Speaking to the media about their recent tragedy, the Dawood family says that CEO of OceanGate, Stockton Rush, personally flew to England to assure them all that the trip on the Titan sub would be safe.
Mr Dawood's wife, Christine Dawood, said that Rush spoke to the family about the sub's design and safety but technical details of the trip remained unclear.
Mrs Dawood says that Rush believed that the trip was extremely safe, even assuring them that's it is more dangerous to cross the street than it is to take a ride in his sub.
"That engineering side, we just had no idea," Ms Dawood told The New York Times.
"I mean, you sit in a plane without knowing how the engine works," she continued.
Large parts of the Titan tourist submersible have been recovered from the ocean after a fatal implosion that instantly killed three Brits on board.
British adventurer Hamish Harding and father and son Shahzada and Suleman Dawood were killed inside the deep-sea vessel, alongside OceanGate Expeditions' chief executive, Stockton Rush, and French national Paul-Henri Nargeolet.
They were set to explore the famous Titanic wreckage located 12,500 feet beneath the ocean, but now presumed human remains have been discovered, the US Coast Guard revealed on Wednesday night.
Photos have since emerged of large chunks of debris being retrieved and transported to shore in St John's, Newfoundland, Canada, sparking questions about how such big pieces could survive an implosion of such magnitude.

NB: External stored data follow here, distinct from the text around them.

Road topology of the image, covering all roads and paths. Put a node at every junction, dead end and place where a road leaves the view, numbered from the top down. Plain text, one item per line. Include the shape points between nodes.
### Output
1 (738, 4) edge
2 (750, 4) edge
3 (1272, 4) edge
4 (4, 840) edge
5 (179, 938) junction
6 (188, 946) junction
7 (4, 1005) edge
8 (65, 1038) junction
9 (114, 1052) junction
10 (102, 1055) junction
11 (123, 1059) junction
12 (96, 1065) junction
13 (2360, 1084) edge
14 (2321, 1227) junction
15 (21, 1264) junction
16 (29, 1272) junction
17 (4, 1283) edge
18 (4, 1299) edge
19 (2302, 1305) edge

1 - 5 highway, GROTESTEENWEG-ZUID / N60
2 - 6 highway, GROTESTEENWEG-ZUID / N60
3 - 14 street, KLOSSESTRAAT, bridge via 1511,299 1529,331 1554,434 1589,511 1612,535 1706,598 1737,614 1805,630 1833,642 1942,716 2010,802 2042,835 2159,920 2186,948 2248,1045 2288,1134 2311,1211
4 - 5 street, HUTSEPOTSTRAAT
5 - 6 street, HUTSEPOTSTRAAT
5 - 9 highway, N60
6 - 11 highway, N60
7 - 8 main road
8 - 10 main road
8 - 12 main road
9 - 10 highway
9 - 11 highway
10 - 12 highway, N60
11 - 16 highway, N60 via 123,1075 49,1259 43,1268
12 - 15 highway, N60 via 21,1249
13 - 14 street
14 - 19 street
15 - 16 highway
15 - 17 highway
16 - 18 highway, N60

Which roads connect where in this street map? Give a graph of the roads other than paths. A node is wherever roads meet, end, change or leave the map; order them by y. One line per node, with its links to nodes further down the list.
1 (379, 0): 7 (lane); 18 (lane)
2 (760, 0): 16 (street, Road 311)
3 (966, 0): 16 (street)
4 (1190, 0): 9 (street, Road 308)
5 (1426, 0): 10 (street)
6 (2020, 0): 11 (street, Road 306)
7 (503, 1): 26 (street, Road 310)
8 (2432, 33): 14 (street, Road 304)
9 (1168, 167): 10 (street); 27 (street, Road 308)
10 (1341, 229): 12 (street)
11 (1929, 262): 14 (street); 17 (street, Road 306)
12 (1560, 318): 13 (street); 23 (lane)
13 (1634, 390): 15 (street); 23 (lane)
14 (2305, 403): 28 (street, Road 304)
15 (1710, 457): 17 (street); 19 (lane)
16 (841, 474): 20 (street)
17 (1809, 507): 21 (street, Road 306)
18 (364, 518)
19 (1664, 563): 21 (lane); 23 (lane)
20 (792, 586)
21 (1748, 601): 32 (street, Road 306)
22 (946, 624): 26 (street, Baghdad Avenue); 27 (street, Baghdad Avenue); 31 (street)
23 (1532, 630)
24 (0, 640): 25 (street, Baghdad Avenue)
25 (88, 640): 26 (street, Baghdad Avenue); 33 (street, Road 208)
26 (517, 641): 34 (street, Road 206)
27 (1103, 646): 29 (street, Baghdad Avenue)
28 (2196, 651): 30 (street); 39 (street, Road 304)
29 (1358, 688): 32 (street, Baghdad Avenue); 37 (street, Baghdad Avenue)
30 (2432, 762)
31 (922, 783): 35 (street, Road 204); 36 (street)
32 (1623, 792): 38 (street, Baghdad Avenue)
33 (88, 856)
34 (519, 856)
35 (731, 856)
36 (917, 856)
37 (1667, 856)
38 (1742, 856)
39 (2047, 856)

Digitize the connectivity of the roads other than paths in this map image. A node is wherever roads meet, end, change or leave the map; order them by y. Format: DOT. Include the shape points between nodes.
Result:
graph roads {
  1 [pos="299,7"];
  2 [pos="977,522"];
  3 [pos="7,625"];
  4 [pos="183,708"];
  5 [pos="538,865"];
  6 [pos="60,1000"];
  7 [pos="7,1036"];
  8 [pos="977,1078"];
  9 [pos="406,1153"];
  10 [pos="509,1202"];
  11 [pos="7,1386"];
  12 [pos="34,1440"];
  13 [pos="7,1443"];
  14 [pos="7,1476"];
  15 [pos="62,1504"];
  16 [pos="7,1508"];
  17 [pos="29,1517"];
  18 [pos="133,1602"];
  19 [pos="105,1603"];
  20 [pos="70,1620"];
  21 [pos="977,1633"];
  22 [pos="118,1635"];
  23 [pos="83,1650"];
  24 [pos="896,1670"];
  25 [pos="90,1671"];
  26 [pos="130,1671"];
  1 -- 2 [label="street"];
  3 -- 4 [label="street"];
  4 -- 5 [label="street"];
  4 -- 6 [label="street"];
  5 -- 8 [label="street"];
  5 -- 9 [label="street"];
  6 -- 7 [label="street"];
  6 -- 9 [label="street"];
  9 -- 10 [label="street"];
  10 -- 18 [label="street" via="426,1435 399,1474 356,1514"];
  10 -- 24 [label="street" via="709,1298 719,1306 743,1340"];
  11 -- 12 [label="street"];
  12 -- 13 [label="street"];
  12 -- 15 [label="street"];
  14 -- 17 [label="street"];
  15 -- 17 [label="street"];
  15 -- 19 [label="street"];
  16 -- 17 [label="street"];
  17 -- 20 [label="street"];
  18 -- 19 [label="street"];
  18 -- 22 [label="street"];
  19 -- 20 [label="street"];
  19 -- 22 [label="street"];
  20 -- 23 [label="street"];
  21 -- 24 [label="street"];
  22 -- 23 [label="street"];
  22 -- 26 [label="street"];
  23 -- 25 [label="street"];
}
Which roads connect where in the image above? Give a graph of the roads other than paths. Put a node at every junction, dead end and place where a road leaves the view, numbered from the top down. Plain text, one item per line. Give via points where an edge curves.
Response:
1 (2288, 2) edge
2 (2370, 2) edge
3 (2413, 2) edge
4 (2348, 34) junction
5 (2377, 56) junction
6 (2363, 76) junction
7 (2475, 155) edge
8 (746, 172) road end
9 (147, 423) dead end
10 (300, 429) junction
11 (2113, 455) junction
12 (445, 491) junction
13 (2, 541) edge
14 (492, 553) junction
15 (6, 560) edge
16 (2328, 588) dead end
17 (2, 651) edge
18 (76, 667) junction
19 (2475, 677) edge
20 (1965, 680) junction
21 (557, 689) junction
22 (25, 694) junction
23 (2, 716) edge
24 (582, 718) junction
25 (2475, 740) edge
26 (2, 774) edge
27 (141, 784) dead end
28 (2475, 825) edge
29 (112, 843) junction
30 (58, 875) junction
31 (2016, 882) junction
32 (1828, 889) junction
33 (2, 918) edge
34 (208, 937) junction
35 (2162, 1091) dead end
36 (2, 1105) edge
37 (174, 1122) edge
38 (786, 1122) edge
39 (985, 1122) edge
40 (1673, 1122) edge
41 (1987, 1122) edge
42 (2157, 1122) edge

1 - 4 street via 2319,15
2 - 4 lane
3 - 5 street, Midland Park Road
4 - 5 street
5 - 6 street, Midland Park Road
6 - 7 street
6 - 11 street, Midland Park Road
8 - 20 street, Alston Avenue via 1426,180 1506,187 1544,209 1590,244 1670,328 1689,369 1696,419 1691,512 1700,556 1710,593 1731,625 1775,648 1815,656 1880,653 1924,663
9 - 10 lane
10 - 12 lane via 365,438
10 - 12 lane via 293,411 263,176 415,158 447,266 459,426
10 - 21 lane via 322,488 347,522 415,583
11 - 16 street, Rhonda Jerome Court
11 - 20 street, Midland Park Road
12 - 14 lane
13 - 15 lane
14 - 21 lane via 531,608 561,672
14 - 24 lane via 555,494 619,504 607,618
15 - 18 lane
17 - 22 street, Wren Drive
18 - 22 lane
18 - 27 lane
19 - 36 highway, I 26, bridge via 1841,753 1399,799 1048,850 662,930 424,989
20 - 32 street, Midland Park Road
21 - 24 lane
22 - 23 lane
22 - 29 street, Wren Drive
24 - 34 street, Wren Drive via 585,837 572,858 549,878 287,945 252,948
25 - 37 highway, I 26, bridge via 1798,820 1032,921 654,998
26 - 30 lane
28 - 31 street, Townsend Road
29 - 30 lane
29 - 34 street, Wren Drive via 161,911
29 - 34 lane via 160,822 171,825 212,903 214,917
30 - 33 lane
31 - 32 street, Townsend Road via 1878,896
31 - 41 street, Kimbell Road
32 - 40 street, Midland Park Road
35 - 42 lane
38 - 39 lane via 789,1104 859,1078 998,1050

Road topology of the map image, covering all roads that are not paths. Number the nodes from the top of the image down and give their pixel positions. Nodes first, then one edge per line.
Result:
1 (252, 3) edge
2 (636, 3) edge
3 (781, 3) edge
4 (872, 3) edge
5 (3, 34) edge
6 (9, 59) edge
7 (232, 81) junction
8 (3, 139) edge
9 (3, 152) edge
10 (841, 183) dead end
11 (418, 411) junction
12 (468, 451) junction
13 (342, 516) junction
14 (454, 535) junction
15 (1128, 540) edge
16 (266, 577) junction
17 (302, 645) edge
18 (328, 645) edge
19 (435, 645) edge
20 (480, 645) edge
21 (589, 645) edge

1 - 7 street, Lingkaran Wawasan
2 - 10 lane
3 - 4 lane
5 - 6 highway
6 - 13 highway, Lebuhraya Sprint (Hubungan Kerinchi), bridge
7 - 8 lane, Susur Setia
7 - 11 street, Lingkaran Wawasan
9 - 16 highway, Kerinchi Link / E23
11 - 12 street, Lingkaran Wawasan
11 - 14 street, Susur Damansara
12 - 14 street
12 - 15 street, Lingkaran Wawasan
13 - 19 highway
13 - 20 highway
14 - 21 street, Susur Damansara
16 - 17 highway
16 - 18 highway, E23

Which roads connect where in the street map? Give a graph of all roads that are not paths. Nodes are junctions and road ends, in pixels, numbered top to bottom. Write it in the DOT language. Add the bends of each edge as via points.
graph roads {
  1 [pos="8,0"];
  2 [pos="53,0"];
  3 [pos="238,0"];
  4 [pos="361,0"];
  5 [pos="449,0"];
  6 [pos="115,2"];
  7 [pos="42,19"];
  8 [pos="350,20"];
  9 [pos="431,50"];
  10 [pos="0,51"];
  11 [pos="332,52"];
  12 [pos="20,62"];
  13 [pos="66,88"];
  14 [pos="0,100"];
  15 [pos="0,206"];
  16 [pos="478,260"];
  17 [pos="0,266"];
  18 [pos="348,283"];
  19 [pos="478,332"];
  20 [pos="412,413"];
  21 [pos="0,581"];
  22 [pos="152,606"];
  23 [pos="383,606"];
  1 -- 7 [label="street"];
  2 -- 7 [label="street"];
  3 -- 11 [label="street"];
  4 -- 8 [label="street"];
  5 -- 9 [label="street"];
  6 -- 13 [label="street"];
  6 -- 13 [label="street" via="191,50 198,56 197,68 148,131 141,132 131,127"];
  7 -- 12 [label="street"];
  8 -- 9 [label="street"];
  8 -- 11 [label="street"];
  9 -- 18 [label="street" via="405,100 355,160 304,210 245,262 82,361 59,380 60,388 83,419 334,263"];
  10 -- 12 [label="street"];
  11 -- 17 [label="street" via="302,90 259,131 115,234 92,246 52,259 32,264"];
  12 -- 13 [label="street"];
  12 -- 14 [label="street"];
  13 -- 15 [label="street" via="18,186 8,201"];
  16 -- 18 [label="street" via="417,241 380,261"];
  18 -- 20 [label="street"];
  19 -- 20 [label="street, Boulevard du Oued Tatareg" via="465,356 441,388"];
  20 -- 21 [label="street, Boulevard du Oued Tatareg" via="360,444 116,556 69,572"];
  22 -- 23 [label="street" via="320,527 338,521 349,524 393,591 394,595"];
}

But it has left many questioning how such large pieces of the sub were discovered when the explorers on board experienced a 'catastrophic implosion'.
OceanGate had been previously warned by ex-staff members of the safety of the submersible after it was revealed its carbon fibre hull, which housed the five passengers, was its "Achilles heel" - because the material is not considered suitable for deep dives.
Tom Maddox, CEO at Underwater Investigators, said investigators were expecting the Titan to have been blown to pieces.
"Many of us suspected that, in the case of this catastrophic failure, this implosion, that a lot of the parts would be disintegrated, particularly the non-titanium parts, which, of course, would make the investigation a lot harder to do," he told DailyMail.com.
Although finding larger remains means investigators will have "more pieces of the puzzle to put together."